Itachi smiled, gave a little tilt of the head as though he wanted to laugh, cast the sun a quick glance. "You are not a good liar."
"I'm learning," Sasuke returned, and he smiled, too. It was war now!
"A cause for celebration when you attain that perfection," Itachi spoke and rose up to his feet and walked around the table to stand fully in the sunlight; and dusk was kinder to his frigid bearing, imbuing the physiognomy with a balmy calm.
"Tell me, did Otō-Sama teach you nothing but mockery? Nomura-San tells me that he was a great fucking guy, but looking at you, I'm not convinced," Sasuke said, and the bones in his face worked harder to hide the ire.
"Am I in a temple confession?" Itachi spoke, unmoved by the younger one's outburst, simmering to an anger that was sure to follow.
"You turned out great—Otā-Sama's so proud that I can almost hear her sobbing," Sasuke pressed on, mouth working into a sneer, which passed for a sour smile. "Don't make that face—tears of joy!"
"Impish child," Itachi spoke in a disarmingly soft voice, grabbed the sword from the table, returned the attention back to the sibling. "Help me understand . . . you."
"Help you?
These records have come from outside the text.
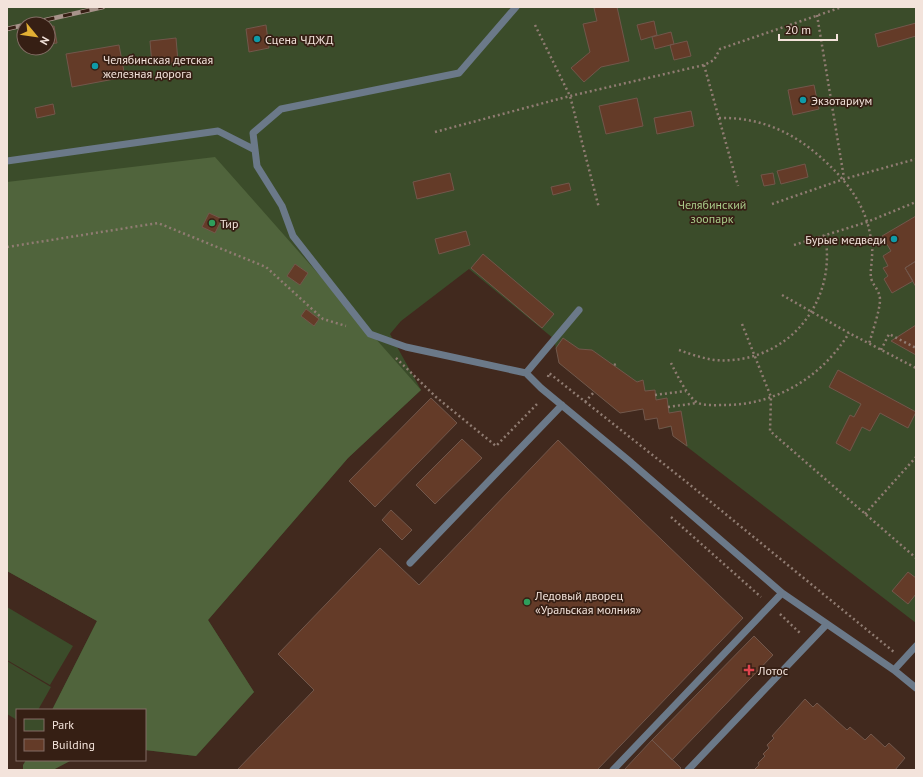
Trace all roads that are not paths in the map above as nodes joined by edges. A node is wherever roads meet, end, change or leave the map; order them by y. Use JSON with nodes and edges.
{"nodes":[{"id":1,"x":516,"y":7,"type":"edge"},
{"id":2,"x":255,"y":150,"type":"junction"},
{"id":3,"x":7,"y":161,"type":"edge"},
{"id":4,"x":579,"y":310,"type":"dead end"},
{"id":5,"x":526,"y":373,"type":"junction"},
{"id":6,"x":562,"y":405,"type":"junction"},
{"id":7,"x":410,"y":564,"type":"dead end"},
{"id":8,"x":782,"y":593,"type":"junction"},
{"id":9,"x":827,"y":624,"type":"junction"},
{"id":10,"x":916,"y":646,"type":"edge"},
{"id":11,"x":894,"y":670,"type":"junction"},
{"id":12,"x":916,"y":688,"type":"edge"},
{"id":13,"x":613,"y":770,"type":"edge"},
{"id":14,"x":688,"y":770,"type":"edge"}],
"edges":[{"from":1,"to":2,"type":"lane"},
{"from":2,"to":3,"type":"lane"},
{"from":2,"to":5,"type":"lane"},
{"from":4,"to":5,"type":"lane"},
{"from":5,"to":6,"type":"lane"},
{"from":6,"to":7,"type":"lane"},
{"from":6,"to":8,"type":"lane"},
{"from":8,"to":9,"type":"lane"},
{"from":8,"to":13,"type":"lane"},
{"from":9,"to":11,"type":"lane"},
{"from":9,"to":14,"type":"lane"},
{"from":10,"to":11,"type":"lane"},
{"from":11,"to":12,"type":"lane"}]}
It's all just a game to you, isn't it? Fucking liar," Sasuke said as spitefully as he could, no smile on his lips now.
"I am doing this for you . . . for your—"
"Sage—fuck! No—no! You stay out of my business," he flared, face furiously battling with fury and something else that was akin to disbelief.
"You are my business. You want to make trouble for me. This seat . . . why?" Itachi asked, and sun reclined voluptuously against the planes of his features that eagerly awaited a reunion with winter's way.
Sasuke Laughed a little and looked at Itachi as though he was looking at him clearly for the first time, a beautiful innocence in him snapping into focus. "I'm not doing this—not again. Tired of playing your games. I'm taking the seat, and there's nothing you can do about it." And with that declaration of war, Sasuke left the office without looking back.
"May I . . . ?" Serizawa asked, always hesitant to interrupt their quarrels that had become routine now.
"Let him go. He is not wrong. I cannot change the Council's decision. Nomura . . . it is his doing . . . " Itachi spoke, strapping the sword to the back, standing straight as the finest arrow. "It is done. It matters not . . . for now." Then he left the office, Serizawa in his wake, Frost Village-bound . . .
The sun was behind the peaks that cast omens on Yoshiwara: a place caught between Rain and Leaf, a dream unfulfilled. "Did the one with virtue who bore you weep when you stuck it in? Not everything is a sheath and a sword, huh, Kiryū-San?"
Kiryū smiled, face half-shaded by shadows, fracturing away from the little light that existed in her room that was luxuriant, decadent against the lantern's lusterless-red. "You have a strange sense of humour, Hanakoto-San," Kiryū spoke, putting down the tea-cup on the low-table set before him.
"Your words spoil me," Hanakoto spoke, playful, moved the deep-red fan back and forth, and her eyes, like pristine black agates, twinkled in her face.
"I was honest," Kiryū spoke, expression sober. "He will not give Ieyasu-Sama the Lands. Not when the lease ends."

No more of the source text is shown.